Popular Awards are awards presented annually by the Youth Star Entertainment in Sri Lanka in recognition of individuals’ excellence in the field of cinema, television, social media, music, and media. The Popular Awards ceremony is considered to be one of the most prestigious television program events in Sri Lanka. The awards were first introduced in 2023.

==History==
The Popular awards ceremony began in 2023 with the leadership of Geethanjana de Costa. Awards were presented recognizing outstanding individuals across various fields to acknowledge and bring forward their value and efforts. Apart from De Costa, Sunil Costa, Nithya Devindi, Malkanthi Jayasinghe and Lasantha Gunawardena served as the executive committee for Popular Awards 2024. The award ceremony has been witnessed 3 times consecutively.

2024 award title

==Awards Given==
In 2023, the award ceremony commenced with awards under 38 categories, which were increased up to 69 categories with 83 awards in 2024. The awards are categorized into nine sections – Teledrama, Film, Television, Business, Social Media, YouTube, Radio, Music and Special category.

==Award Ceremonies==

===Popular Awards 2023===
The first British Way Popular Awards ceremony was celebrated on 13 October 2023 at Nelum Pokuna Mahinda Rajapaksa Theatre, where awards for 38 categories were presented. In the film category, award for the most popular film actress was won by Udari Warnakulasooriya and the most popular film actor was won by Ranjan Ramanayake. Sashika Nisansala won the award for the most popular singer under music category. In the teledrama category, award for the most popular teledrama actor was won by Saranga Disasekara and the most popular teledrama actress was won by Tharindi Fernando.

===Popular Awards 2024===
The second Calin Popular Awards ceremony was celebrated in 2024 at the Waters Edge, where 83 awards were given at the ceremony under nine main categories. In the film category, award for the most popular film actress was won by Chulakshi Ranathunga and the most popular film actor was won by Akhila Dhanuddara. In the teledrama category, award for the most popular teledrama actor was won by Sajitha Anthony and the most popular teledrama actress was won by Dinakshie Priyasad. Award for the Most Popular Youth Tele Drama Actress was won by Michelle Dilhara and the Most Popular Youth Tele Drama Actor was won by Randika Gunathilaka.

===Popular Awards 2025===
The third Calin Popular Awards ceremony was celebrated in September 10, 2025, at 5:30 PM at the Monarch Imperial Hotel in Sri Jayewardenepura Kotte, where 106 awards were given at the ceremony under nine main categories. The press conference held on 1 July 2025 at Water’s Edge Hotel. Voting for the awards were concluded on 7 September 2025. In the film category, award for the most popular film actress was won by Udari Warnakulasooriya and the most popular film actor was won by Priyantha Sirikumara. In the teledrama category, award for the most popular teledrama actor was won by Chameera Liyanage and the most popular teledrama actress was won by Shalani Tharaka. Award for the Most Popular Youth Tele Drama Actress was won by Michelle Dilhara and the Most Popular Youth Tele Drama Actor was won by Sajitha Anthony, both for the second consecutive time.

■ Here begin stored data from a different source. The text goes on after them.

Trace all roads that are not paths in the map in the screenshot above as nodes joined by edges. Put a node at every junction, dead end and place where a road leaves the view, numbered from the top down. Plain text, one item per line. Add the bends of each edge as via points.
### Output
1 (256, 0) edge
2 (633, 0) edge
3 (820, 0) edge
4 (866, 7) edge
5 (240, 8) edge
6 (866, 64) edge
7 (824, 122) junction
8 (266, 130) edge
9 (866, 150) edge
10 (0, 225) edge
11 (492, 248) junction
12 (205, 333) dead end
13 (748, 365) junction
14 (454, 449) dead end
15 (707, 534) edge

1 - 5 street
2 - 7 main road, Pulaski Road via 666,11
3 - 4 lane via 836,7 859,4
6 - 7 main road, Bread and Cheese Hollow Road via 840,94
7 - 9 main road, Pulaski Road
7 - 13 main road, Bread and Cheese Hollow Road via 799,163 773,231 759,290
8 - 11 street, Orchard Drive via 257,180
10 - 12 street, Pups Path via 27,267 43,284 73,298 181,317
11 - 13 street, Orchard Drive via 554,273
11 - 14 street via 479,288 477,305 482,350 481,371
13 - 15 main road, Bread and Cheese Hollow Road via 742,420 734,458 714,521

==2023 British Way Popular Awards ceremony==
===Television Category===
- Most popular television program – Hiru star (Hiru TV)
- Most popular male news anchor – Najith Matharage (ITN)
- Most popular female news anchor – Madhunika Karaputugala (ITN)
- Most popular program presenter – Chamuditha Samarawickrama (Hiru TV)
- Most popular television news channel – Hiru TV
- Most popular television channel – Hiru TV

===Radio category===
- Most popular radio program – DJ Ara & Pasbara (Hiru FM)
- Most popular radio news presenter Male – Pubudu Chathuranga (FM Derana)
- Most popular radio news presenter Female – Oshadi Siriwardene (FM Derana)
- Most popular radio news channel – Hiru FM
- Most popular radio channel – Hiru FM

===Special category===
- Most popular male dancer – Lalith Parakum
- Most popular female dancer – AK Twins
- Most popular wedding photographer – Dhanuka Kumarasinghe
- Most popular beautician – Chandimal Jayasinghe
- Most popular salon – Tony & Guy
- Most popular teacher – Dinesh Muthugala
- Most popular sportsperson – Wanindu Hasaranga

===Social Media Category===
- Most popular TikTok Account – Vanisha Mapitiyage
- Most popular Instagram Account – Piumi Hansamali
- Most popular Facebook Page – I Love You
- Most popular Social media icon – Wasthi Productions

===YouTube category===
- Most popular comedy channel – Vini Production
- Most popular cookery channel – Wild Cookbook
- Most popular Travel channel – Travel with Wife
- Most popular Educational channel – DP Education
- Most popular Personal & Vlog Channel – Shanudrie Priyasad
- Most popular Tech channel – Chanux Bro

===Music category===
- Most popular music band – Line One with Shane Zing
- Most popular male singer – Chamara Weerasinghe
- Most popular female singer – Sashika Nisansala
- Most popular song – Ale Man (Kanchana Anuradhi)
- Most popular cover song – Piyamanne (Harsha Maduranga & Abishek Geethadewa)

===Teledrama category===
- Most popular teledrama actor – Saranga Disasekara (Paata Kurullo)
- Most Popular teledrama actress – Tharindi Fernando
- Most popular teledrama – Sangeethe (TV Derana)
- Most popular teledrama song – "Komaliya" (Jaanu)

===Film category===
- Most popular film actor – Ranjan Ramanayake
- Most popular film actress – Udari Warnakulasooriya
- Most popular film – Kadira Divyaraja
- Most popular film song – "Bombe Motai" (Gajaman)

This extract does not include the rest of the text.